__Exercise details__:
Go over each line of the entries below, count those with "DACKO", and give only the count.
———
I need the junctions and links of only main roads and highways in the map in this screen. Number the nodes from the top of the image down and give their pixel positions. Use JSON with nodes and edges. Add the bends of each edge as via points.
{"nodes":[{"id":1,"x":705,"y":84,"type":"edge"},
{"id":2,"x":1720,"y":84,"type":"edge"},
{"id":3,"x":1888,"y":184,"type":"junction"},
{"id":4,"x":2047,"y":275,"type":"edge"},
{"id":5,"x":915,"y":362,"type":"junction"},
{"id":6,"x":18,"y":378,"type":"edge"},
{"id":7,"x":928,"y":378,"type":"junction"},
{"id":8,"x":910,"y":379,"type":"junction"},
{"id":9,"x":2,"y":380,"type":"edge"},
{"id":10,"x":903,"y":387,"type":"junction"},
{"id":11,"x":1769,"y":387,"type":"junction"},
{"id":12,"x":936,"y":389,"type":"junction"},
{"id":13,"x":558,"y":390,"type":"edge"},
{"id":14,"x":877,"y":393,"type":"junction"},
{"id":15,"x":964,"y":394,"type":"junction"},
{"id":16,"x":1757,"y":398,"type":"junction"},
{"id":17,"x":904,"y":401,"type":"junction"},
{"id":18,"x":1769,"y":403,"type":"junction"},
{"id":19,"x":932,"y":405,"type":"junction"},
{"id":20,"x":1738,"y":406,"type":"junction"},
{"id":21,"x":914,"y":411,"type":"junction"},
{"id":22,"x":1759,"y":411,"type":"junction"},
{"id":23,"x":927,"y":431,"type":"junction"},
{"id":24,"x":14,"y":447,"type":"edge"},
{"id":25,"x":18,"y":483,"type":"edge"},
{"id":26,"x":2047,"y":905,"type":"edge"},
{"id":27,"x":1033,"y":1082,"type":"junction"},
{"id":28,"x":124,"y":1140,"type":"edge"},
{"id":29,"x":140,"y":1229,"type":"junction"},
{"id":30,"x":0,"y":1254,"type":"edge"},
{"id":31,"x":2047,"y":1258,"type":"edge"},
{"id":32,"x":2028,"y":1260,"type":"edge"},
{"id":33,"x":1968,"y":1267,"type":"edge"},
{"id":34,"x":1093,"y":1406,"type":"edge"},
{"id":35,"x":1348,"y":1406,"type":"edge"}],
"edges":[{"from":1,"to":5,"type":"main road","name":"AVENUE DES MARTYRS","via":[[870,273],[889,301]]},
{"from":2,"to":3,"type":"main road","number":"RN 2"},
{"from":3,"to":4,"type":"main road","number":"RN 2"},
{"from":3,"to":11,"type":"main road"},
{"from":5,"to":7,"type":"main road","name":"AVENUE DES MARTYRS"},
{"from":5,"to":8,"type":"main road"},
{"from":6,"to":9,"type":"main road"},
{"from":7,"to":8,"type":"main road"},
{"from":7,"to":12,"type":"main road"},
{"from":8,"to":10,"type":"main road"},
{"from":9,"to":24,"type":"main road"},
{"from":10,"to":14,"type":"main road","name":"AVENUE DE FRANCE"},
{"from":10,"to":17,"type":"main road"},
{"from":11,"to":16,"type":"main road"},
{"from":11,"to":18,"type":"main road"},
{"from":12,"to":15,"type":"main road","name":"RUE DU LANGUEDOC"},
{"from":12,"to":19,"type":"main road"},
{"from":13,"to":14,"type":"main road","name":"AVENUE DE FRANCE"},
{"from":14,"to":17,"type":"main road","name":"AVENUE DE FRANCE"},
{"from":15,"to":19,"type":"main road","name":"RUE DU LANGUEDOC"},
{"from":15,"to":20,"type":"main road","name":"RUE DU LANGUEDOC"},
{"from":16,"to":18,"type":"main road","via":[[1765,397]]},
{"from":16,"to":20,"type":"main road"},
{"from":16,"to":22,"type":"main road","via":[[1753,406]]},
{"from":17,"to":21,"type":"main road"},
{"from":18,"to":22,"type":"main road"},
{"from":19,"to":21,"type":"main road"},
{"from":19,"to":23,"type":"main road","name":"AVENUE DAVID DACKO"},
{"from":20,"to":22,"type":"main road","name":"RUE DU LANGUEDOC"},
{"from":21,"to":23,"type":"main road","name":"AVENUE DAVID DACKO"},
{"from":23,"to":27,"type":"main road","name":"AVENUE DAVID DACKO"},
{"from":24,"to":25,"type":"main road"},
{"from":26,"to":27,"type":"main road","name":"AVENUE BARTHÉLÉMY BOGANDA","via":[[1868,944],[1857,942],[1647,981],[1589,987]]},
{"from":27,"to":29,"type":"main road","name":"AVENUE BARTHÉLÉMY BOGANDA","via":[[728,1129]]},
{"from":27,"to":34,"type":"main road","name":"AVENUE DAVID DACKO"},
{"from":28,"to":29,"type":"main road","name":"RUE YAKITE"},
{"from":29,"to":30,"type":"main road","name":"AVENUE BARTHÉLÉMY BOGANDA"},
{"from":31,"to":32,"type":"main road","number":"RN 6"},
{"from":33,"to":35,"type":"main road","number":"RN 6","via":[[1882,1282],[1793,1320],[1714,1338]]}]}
———
__Solution for this exercise__:
4